Given records ::

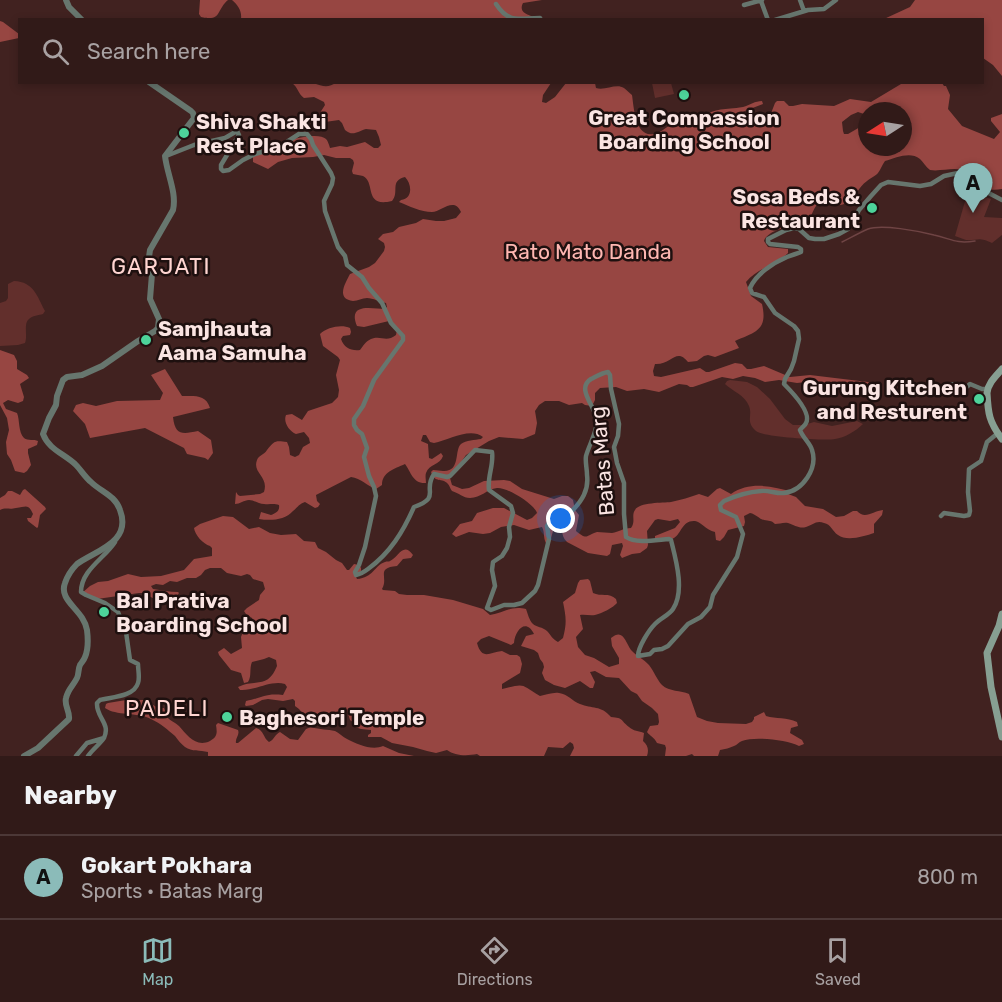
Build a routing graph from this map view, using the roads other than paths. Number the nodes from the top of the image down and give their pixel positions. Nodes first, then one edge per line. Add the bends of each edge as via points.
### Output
1 (66, 0) edge
2 (761, 0) edge
3 (800, 0) edge
4 (836, 0) edge
5 (496, 4) dead end
6 (744, 5) dead end
7 (804, 10) junction
8 (80, 18) edge
9 (510, 18) edge
10 (767, 18) edge
11 (781, 18) edge
12 (152, 84) edge
13 (165, 156) junction
14 (1002, 200) edge
15 (1002, 369) edge
16 (987, 389) junction
17 (929, 392) dead end
18 (1000, 436) edge
19 (941, 516) dead end
20 (119, 536) junction
21 (1002, 614) edge
22 (1002, 737) edge
23 (104, 738) junction
24 (24, 756) edge
25 (76, 756) edge
26 (88, 756) edge

1 - 8 street
2 - 6 street
2 - 10 street
3 - 7 street
4 - 7 street via 825,9
5 - 9 street
7 - 11 street
12 - 13 street via 194,117
13 - 14 street, Batas Marg via 237,131 239,135 220,165 226,171 299,134 307,134 333,178 324,201 338,247 347,265 362,277 403,336 354,419 367,448 364,457 376,496 356,575 386,554 414,507 430,499 429,485 434,474 450,476 475,450 492,452 489,490 511,506 513,513 507,548 494,562 495,586 487,608 522,603 538,585 549,522 560,510 571,512 584,497 588,483 586,456 597,424 586,397 586,385 608,372 619,423 614,447 624,483 626,537 671,540 678,567 679,592 673,609 654,625 638,656 668,645 710,607 713,595 737,557 743,534 736,517 721,510 720,505 758,491 789,492 806,480 812,469 812,450 800,430 807,415 784,384 794,361 798,331 750,288 770,266 801,249 770,244 768,238 794,228 815,239 839,234 848,229 871,196 888,182 920,186 964,173 979,188
13 - 20 street via 174,205 149,255 150,299 159,326 102,366 63,380 43,433 48,444 73,462 119,507
15 - 16 main road
16 - 17 street via 970,384 960,391 955,384 944,392 941,387 934,394
16 - 18 main road via 989,414
18 - 19 street via 987,442 981,461 969,469 969,515
20 - 23 street via 81,586 81,592 118,612 130,660 138,664 139,681 132,692 97,703 106,729
20 - 24 street via 76,565 65,583 64,595 86,624 86,652 77,679 68,689 65,702 69,719
21 - 22 main road via 987,654
23 - 25 street via 87,743
23 - 26 street

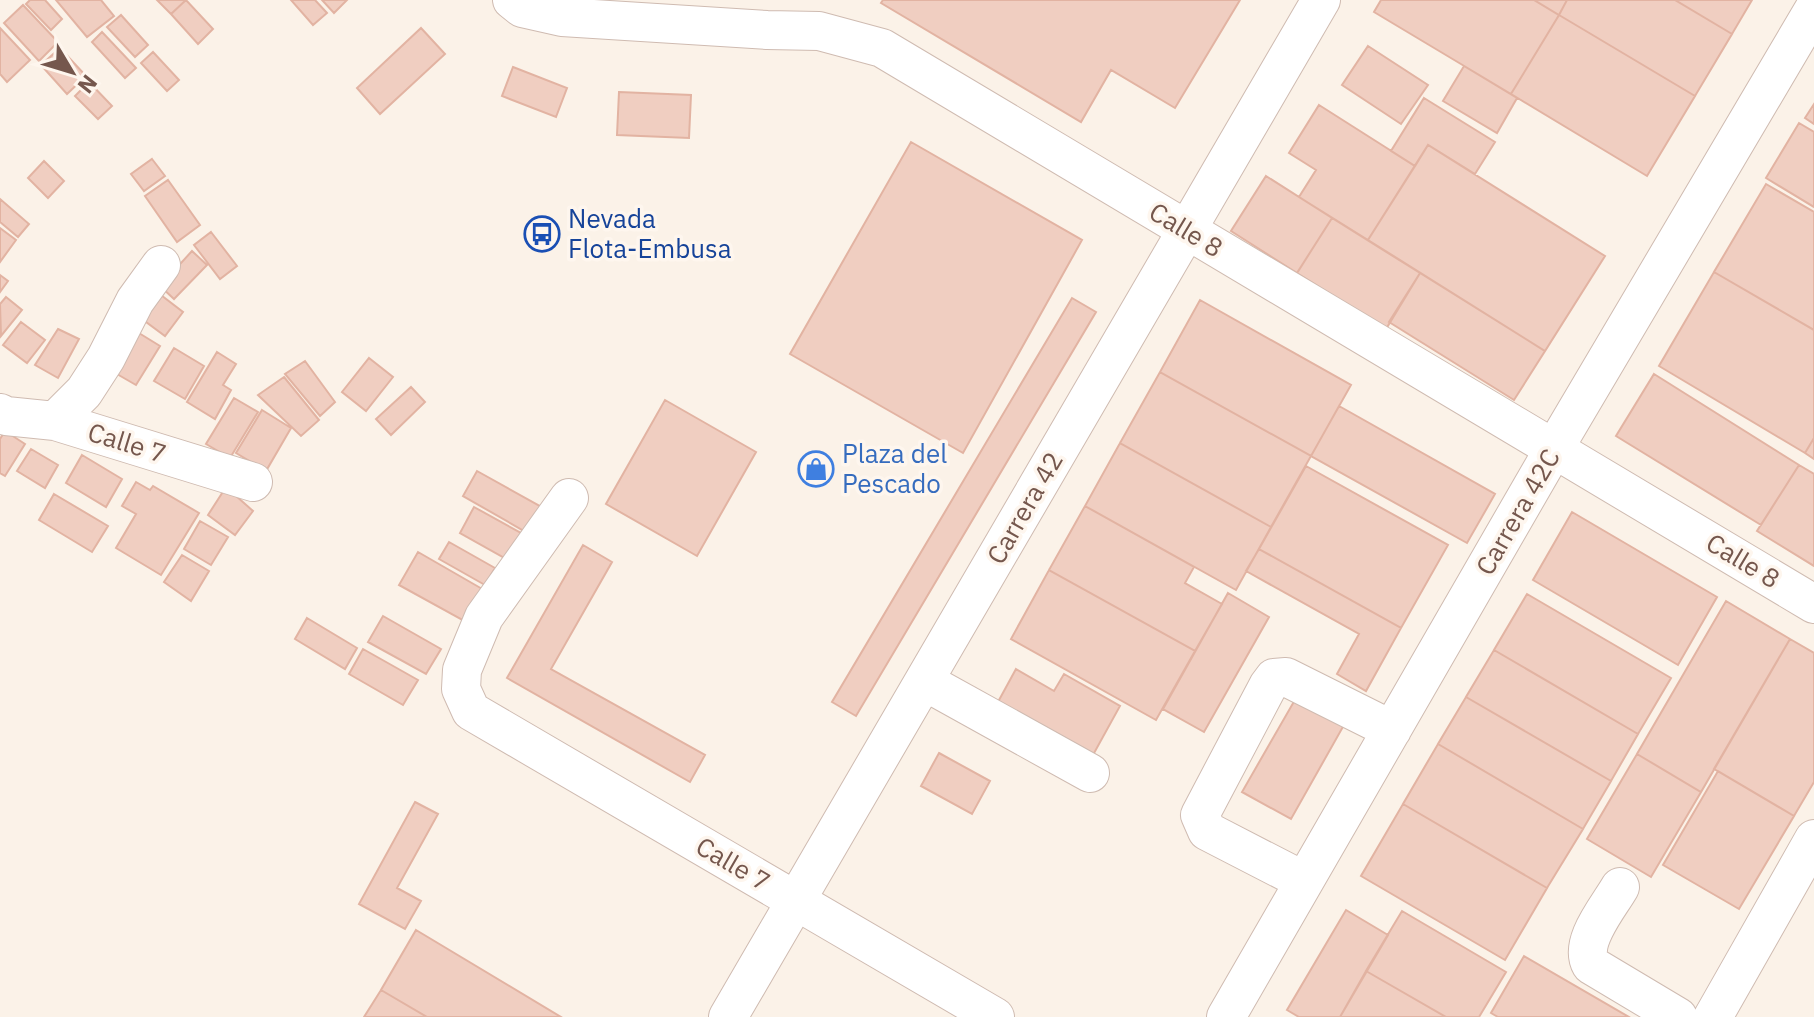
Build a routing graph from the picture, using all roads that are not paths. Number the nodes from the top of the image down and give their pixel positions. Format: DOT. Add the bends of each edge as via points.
graph roads {
  1 [pos="512,0"];
  2 [pos="1321,0"];
  3 [pos="571,9"];
  4 [pos="1814,9"];
  5 [pos="1186,231"];
  6 [pos="161,265"];
  7 [pos="0,413"];
  8 [pos="55,421"];
  9 [pos="1555,447"];
  10 [pos="253,482"];
  11 [pos="569,498"];
  12 [pos="1814,604"];
  13 [pos="924,681"];
  14 [pos="1392,730"];
  15 [pos="1090,773"];
  16 [pos="1814,839"];
  17 [pos="1304,881"];
  18 [pos="1620,887"];
  19 [pos="797,901"];
  20 [pos="728,1017"];
  21 [pos="995,1017"];
  22 [pos="1226,1017"];
  23 [pos="1678,1017"];
  24 [pos="1713,1017"];
  1 -- 3 [label="street, Calle 8" via="522,8"];
  2 -- 5 [label="street, Carrera 42"];
  3 -- 5 [label="street, Calle 8" via="819,31 882,48"];
  4 -- 9 [label="street, Carrera 42C"];
  5 -- 9 [label="street, Calle 8"];
  5 -- 13 [label="street, Carrera 42"];
  6 -- 8 [label="street" via="84,392"];
  7 -- 8 [label="street, Calle 7"];
  8 -- 10 [label="street, Calle 7"];
  9 -- 12 [label="street, Calle 8"];
  9 -- 14 [label="street, Carrera 42C"];
  11 -- 19 [label="street, Calle 7" via="484,617 462,670 461,689 471,711"];
  13 -- 15 [label="street"];
  13 -- 19 [label="street, Carrera 42"];
  14 -- 17 [label="street, Carrera 42C"];
  14 -- 17 [label="street" via="1286,677 1274,678 1268,686 1200,815 1207,831"];
  16 -- 24 [label="street"];
  17 -- 22 [label="street, Carrera 42C"];
  18 -- 23 [label="street" via="1586,956 1591,965"];
  19 -- 20 [label="street, Carrera 42"];
  19 -- 21 [label="street, Calle 7"];
}
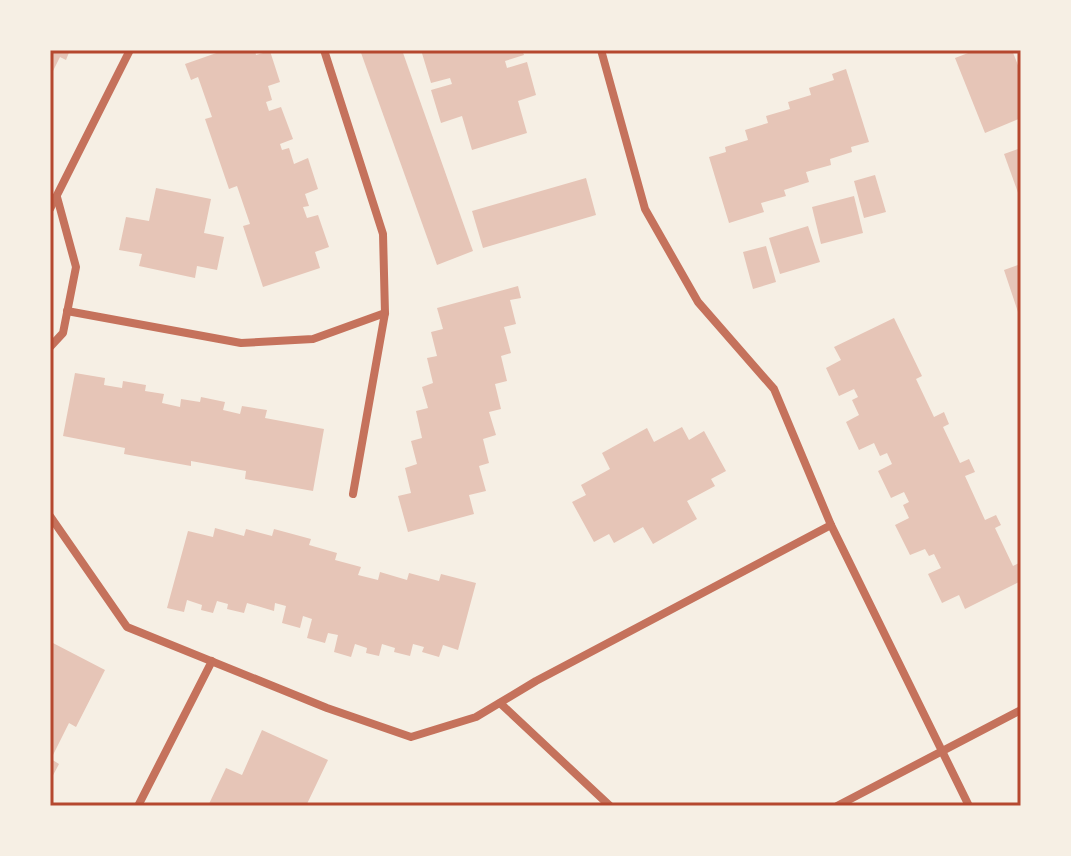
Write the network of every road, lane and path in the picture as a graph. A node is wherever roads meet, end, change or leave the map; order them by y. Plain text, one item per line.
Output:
1 (130, 50) edge
2 (324, 50) edge
3 (601, 50) edge
4 (57, 196) junction
5 (50, 209) edge
6 (67, 311) junction
7 (385, 313) junction
8 (50, 347) edge
9 (353, 494) dead end
10 (50, 516) edge
11 (831, 525) junction
12 (212, 661) junction
13 (500, 703) junction
14 (1021, 710) edge
15 (943, 751) junction
16 (138, 806) edge
17 (610, 806) edge
18 (837, 806) edge
19 (969, 806) edge

1 - 4 street
2 - 7 street
3 - 11 street
4 - 5 street
4 - 6 street
6 - 7 street
6 - 8 street
7 - 9 street
10 - 12 street
11 - 13 street
11 - 15 street
12 - 13 street
12 - 16 street
13 - 17 street
14 - 15 street
15 - 18 street
15 - 19 street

Task details :: What number of lines in the records hold "bends"? Reply with that number alone.

Exercise output :: 2